Stored data:
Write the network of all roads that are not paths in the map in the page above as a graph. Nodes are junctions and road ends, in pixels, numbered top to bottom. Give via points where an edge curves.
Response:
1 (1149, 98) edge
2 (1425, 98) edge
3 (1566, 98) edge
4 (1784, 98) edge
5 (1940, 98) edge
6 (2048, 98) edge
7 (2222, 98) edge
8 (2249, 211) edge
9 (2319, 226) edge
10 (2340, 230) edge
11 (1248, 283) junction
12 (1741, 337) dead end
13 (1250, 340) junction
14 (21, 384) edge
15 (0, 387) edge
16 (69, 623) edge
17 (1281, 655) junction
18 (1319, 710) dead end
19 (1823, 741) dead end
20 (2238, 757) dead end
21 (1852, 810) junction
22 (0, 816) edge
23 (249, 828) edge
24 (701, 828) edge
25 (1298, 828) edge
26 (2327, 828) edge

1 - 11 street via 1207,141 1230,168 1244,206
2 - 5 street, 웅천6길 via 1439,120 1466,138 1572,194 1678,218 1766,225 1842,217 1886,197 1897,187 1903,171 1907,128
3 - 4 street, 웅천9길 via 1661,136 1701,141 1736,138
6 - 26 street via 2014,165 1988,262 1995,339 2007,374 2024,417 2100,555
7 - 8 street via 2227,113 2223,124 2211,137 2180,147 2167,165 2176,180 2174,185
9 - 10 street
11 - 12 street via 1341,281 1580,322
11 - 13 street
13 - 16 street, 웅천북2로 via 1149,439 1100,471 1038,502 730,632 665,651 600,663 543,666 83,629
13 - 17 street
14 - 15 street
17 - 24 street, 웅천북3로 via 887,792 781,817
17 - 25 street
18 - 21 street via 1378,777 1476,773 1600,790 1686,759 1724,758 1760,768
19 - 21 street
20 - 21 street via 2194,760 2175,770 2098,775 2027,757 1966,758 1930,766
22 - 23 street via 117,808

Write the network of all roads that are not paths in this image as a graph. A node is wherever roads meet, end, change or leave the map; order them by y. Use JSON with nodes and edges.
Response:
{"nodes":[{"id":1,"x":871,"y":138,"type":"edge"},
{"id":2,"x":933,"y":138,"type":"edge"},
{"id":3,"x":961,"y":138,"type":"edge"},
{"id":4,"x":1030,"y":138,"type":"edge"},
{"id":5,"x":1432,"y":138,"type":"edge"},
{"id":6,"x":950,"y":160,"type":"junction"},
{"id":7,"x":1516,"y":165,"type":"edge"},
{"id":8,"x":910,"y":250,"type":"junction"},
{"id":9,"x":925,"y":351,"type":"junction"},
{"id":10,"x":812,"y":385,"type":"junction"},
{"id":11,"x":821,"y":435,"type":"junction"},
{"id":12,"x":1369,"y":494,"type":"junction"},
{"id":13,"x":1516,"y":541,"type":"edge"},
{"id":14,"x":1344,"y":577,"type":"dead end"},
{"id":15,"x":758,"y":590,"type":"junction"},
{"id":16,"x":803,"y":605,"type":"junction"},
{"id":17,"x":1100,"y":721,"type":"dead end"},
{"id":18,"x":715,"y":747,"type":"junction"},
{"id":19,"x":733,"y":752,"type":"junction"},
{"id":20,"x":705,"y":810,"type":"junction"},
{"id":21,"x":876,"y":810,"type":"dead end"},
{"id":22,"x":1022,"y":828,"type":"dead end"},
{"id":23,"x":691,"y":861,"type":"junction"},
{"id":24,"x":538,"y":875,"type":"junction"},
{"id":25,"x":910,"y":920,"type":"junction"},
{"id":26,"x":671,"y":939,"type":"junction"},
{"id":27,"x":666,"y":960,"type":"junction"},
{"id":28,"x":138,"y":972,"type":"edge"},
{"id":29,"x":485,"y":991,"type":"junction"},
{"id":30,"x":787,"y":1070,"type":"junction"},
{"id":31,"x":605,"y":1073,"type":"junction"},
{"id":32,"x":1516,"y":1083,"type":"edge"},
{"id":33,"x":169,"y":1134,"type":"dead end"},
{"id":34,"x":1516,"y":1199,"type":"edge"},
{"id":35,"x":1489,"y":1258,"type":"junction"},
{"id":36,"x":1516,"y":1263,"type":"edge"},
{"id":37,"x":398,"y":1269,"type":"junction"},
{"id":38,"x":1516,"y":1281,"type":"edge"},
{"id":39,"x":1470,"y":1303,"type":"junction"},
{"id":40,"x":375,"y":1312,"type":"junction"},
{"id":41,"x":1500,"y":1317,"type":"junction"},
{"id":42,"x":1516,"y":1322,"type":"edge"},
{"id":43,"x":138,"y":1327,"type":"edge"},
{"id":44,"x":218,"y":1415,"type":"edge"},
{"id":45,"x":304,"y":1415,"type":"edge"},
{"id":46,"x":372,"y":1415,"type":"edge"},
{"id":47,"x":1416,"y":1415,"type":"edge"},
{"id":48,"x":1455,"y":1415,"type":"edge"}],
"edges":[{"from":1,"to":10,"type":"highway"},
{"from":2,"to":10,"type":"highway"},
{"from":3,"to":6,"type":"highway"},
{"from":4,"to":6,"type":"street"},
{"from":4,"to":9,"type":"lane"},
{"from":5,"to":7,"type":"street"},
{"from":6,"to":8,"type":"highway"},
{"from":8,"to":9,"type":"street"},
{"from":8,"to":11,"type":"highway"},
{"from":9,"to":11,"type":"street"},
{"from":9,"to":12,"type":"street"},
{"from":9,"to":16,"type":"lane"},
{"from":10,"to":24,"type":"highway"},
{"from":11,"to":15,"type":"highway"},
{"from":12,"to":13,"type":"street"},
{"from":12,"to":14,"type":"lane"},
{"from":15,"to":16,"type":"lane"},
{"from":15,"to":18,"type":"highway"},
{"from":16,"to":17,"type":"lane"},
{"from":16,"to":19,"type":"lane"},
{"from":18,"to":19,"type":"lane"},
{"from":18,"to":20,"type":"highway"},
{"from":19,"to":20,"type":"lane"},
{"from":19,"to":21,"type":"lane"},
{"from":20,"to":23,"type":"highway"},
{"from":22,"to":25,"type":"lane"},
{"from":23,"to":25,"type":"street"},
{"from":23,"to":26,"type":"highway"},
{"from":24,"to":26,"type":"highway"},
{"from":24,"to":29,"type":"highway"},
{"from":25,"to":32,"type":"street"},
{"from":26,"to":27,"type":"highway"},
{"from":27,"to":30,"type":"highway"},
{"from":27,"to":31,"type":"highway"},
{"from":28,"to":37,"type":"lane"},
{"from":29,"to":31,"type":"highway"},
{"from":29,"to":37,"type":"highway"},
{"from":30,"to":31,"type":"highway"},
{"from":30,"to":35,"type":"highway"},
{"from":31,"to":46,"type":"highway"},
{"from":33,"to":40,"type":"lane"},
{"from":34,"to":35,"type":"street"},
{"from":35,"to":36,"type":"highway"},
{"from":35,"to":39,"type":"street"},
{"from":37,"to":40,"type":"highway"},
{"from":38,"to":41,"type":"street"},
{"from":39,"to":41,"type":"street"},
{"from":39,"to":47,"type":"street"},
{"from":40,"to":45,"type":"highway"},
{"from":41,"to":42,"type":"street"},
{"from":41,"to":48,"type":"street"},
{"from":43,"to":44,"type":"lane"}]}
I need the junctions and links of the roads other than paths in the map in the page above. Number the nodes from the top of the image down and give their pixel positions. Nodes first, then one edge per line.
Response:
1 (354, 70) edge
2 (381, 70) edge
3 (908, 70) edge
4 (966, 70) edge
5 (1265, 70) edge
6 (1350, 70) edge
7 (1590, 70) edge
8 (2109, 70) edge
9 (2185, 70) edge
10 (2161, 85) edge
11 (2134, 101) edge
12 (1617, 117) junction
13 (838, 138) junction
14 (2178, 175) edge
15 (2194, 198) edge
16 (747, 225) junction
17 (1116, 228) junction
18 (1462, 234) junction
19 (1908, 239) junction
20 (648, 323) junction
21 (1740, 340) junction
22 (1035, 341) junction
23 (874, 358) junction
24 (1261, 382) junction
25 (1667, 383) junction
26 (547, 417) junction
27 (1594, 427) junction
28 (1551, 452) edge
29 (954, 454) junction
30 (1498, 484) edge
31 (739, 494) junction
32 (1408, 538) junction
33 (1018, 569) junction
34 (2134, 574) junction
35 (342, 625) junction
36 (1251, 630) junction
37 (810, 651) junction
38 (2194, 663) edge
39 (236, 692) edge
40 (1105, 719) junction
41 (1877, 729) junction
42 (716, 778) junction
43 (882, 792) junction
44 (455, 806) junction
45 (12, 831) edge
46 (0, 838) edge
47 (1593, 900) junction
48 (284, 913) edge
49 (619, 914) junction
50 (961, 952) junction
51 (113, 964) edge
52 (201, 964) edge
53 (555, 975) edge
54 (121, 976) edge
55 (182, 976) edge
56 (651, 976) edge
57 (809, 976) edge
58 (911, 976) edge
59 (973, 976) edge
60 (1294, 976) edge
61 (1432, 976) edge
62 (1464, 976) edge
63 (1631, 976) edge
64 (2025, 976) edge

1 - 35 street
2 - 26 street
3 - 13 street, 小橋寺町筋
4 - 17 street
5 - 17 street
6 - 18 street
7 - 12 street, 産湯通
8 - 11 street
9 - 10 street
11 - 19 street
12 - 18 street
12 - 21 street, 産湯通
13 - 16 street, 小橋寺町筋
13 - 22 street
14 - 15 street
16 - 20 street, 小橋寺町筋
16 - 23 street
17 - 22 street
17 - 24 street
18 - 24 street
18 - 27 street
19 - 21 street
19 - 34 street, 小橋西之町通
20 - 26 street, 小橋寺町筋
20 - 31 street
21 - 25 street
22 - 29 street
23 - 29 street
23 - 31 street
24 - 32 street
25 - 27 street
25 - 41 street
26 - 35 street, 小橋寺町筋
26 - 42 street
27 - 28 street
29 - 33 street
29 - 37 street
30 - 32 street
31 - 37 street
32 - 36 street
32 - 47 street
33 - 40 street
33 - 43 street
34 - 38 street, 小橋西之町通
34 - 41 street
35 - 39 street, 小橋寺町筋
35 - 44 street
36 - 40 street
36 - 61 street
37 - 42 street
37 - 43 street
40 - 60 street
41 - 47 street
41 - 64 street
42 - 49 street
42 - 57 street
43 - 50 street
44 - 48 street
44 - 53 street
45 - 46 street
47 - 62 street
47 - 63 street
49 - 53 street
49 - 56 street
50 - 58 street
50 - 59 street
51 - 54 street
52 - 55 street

REQUIREMENT -
From the data above, copy out every line with the string "edges" in it.

FINISHED EXERCISE -
Write the network of all roads that are not paths in this image as a graph. A node is wherever roads meet, end, change or leave the map; order them by y. Use JSON with nodes and edges.
"edges":[{"from":1,"to":10,"type":"highway"},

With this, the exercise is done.